Our next stop was the Abby de Maredret where my father attended Mass and
befriended the nuns-in-residence throughout his stay at the chateau. He wrote
often of his trips to the Abby and of buying my mother and his mother a St.
Theresa medal, the patron of flyers, identical to his own. As odd luck would
have it, we couldn’t actually enter the church, though I had visited it with
HG on a prior visit. I did manage to find a St. Theresa medal, however, which
now occupies the same chain as my tiny silver P-38.
Louie’s has been sold
to a new owner who may or may not remember the Geyser Gang of the 428th
Fighter Squadron. Though the façade of the place has changed, there is a small
garage to the right of the entrance that reads, Garage Louis, in pale blue
 letters.

The surprise excursion of the day was at the suggestion of Hans-Guenther who
had a Spitfire Museum in mind. We wound our way from the Abby to Florennes
Airfield (known as, A78 in my father’s time) to see what remained of the
airfield from which my father and his squadron flew their missions. It remains
a viable air base today with F-16s constantly flying into and out of the very
active field. We managed with the help again of Ernst’s French, to get onto
the base as long as we only visited the Spitfire Museum. The surprise was
within. The display cases surrounding an actual Spitfire, contained
photographs and acknowledgement of the presence in the late 1940’s of the
474th USAAC Fighter Group. The Disney squadron insignia and the group insignia
were all there along with photos (identified in French, of course) of anyone
who had contributed to the display. I presented a photo of my father to the
museum curator and asked that it be placed in the display. They offered to
make an entire page about my father in the memory books they keep there. It
was a good day made better by unexpected gifts.
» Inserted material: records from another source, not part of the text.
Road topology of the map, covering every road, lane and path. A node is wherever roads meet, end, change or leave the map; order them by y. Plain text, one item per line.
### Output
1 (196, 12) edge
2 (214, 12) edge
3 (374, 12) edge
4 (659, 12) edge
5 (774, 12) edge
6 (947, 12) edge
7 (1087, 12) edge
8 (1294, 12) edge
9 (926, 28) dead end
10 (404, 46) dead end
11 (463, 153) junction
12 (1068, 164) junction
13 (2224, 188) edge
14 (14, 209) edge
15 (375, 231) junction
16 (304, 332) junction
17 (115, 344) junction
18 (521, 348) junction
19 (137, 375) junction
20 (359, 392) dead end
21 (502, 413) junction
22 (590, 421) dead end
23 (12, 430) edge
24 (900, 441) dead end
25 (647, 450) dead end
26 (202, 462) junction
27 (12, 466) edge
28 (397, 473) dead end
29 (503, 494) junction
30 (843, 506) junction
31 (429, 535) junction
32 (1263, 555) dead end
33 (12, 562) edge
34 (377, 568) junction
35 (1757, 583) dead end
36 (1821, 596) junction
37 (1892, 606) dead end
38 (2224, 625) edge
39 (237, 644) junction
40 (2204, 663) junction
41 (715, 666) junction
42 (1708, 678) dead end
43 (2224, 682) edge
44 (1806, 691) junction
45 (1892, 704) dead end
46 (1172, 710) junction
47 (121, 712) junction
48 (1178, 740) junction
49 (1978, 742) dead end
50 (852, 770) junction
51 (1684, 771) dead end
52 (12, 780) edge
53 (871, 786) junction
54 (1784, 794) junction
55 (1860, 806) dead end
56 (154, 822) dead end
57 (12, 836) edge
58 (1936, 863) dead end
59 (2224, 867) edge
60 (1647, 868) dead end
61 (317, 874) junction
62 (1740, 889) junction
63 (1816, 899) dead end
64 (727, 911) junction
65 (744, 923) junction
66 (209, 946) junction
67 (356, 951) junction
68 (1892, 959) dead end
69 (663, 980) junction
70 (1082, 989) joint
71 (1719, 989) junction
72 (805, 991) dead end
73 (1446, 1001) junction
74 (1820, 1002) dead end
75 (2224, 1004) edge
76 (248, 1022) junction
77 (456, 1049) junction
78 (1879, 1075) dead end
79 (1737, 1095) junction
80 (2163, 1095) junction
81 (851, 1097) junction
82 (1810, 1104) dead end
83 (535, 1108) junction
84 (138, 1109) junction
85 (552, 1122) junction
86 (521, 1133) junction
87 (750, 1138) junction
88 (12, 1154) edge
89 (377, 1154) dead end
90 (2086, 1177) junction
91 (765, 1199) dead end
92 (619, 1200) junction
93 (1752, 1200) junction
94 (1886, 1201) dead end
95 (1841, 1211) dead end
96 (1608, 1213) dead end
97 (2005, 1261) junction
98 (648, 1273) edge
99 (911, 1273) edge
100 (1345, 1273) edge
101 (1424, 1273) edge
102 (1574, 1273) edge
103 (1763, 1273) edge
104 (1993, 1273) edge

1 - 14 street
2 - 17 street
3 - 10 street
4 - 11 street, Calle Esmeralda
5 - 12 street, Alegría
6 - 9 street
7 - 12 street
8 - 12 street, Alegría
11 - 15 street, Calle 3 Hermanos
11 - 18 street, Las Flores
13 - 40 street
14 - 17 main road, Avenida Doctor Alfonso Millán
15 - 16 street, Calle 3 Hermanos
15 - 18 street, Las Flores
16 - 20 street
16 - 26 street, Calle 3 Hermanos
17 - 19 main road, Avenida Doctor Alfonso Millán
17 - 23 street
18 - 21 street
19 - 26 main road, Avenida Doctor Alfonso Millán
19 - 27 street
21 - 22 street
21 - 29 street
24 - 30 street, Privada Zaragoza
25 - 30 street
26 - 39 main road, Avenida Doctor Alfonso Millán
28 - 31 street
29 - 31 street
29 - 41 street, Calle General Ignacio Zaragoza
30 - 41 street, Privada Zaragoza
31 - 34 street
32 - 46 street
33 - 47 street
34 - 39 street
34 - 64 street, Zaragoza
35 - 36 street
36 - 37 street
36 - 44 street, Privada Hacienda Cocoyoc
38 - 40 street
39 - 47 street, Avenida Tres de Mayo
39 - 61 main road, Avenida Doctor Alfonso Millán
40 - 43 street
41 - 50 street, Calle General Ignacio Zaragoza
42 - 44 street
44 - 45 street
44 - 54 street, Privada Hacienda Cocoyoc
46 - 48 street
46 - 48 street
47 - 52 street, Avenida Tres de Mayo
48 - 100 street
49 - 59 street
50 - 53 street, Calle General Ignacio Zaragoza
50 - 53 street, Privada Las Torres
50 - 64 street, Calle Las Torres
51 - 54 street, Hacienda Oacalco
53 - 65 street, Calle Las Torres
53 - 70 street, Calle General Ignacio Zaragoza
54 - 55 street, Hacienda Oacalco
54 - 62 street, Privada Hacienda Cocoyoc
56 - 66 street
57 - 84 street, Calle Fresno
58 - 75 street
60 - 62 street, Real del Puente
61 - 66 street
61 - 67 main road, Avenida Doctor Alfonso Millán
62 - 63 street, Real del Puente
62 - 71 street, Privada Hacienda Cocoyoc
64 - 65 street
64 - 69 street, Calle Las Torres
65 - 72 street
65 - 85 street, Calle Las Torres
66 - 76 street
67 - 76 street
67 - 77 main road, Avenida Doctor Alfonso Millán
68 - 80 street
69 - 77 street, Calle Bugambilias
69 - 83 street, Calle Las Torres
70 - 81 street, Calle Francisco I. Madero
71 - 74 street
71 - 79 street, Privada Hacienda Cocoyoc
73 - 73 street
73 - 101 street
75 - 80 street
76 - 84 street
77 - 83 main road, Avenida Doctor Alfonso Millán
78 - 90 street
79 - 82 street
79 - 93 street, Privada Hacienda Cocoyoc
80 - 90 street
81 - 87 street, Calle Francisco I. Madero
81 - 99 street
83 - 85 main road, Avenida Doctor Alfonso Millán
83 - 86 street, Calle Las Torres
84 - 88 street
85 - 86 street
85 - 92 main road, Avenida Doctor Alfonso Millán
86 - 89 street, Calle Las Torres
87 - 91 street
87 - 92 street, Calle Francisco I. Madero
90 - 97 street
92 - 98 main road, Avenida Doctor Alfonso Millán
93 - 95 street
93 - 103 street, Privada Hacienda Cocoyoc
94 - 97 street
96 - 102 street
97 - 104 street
I was enchanted by a brief, but relaxing, respite in the Eifel Mountains near
Ernst and wife, Helga’s, meticulously restored (the hard way: brick by brick)
farmhouse. From there, we made the trips to Holland and Belgium and from there
that I traveled to Frankfurt, to London, and next week, home. My next trip is
the 474th Reunion in Salt Lake City the weekend after I return home. Der
Spiegel TV is coming to film the event and interview the guys who flew with my
father. They also intend to film my presentation on Friday night which will
hopefully be finished in pristine Power Point format by the time I touch down
in Phoenix. One of my Estill cousins will meet me at the reunion and I have
Team Estill hats to distribute that are sewn on the back with the inscription,
Honorary Dad. This reunion is dedicated to the families of the squadron
members. As always, when I attend these reunions, I am conscious of the
gathering of angels just at the edges of the crowd – watching us thoughtfully
and knowing all the answers to the things about which we can only wonder. This
will be the first reunion without my most honorary dad, Bill Capron. I’ll save
you a place at my table, Bill, and tell you the story myself.

I don’t know if I included this correction in the last post, but the correct
address for Hans-Guenther’s website is:
http://www.cablecutter.de/ The other
one is the site for his aircraft parts collection.